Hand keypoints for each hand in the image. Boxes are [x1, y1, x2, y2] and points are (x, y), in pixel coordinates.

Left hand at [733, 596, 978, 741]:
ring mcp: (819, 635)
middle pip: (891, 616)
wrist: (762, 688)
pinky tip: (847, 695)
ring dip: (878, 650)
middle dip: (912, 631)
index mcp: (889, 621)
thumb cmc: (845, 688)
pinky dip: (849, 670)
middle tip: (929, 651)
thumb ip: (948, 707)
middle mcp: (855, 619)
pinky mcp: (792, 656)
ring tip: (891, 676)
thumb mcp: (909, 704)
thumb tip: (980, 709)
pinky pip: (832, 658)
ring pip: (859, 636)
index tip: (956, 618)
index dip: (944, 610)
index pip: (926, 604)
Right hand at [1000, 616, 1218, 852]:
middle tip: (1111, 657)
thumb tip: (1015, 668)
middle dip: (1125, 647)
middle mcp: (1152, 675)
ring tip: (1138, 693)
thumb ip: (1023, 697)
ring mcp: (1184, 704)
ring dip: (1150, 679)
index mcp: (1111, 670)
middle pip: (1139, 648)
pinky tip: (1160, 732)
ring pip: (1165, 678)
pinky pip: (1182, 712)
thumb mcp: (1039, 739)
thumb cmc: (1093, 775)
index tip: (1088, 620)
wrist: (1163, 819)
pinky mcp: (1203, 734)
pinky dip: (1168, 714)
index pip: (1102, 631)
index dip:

- **Exercise details**
The data should be transcribed exactly, line for line.

- **Reply**
Hand keypoints for each hand in the image. Boxes are [x1, y1, x2, y2] and points are (x, y), in pixel coordinates.

Left hand at [733, 596, 978, 741]:
ring mcp: (819, 635)
middle pip: (891, 616)
wrist: (762, 688)
pinky tip: (847, 695)
ring dip: (878, 650)
middle dip: (912, 631)
index mcp: (889, 621)
thumb cmc: (845, 688)
pinky dip: (849, 670)
middle tip: (929, 651)
thumb ip: (948, 707)
middle mcp: (855, 619)
pinky mcp: (792, 656)
ring tip: (891, 676)
thumb mcp: (909, 704)
thumb tip: (980, 709)
pinky pip: (832, 658)
ring pip: (859, 636)
index tip: (956, 618)
index dip: (944, 610)
index pip: (926, 604)
Right hand at [1000, 616, 1218, 852]:
middle tip: (1111, 657)
thumb tip: (1015, 668)
middle dip: (1125, 647)
middle mcp: (1152, 675)
ring tip: (1138, 693)
thumb ip: (1023, 697)
ring mcp: (1184, 704)
ring dip: (1150, 679)
index mcp: (1111, 670)
middle pip: (1139, 648)
pinky tip: (1160, 732)
ring pip: (1165, 678)
pinky pip: (1182, 712)
thumb mcp: (1039, 739)
thumb cmc: (1093, 775)
index tip: (1088, 620)
wrist: (1163, 819)
pinky mcp: (1203, 734)
pinky dip: (1168, 714)
index pip: (1102, 631)
index dip:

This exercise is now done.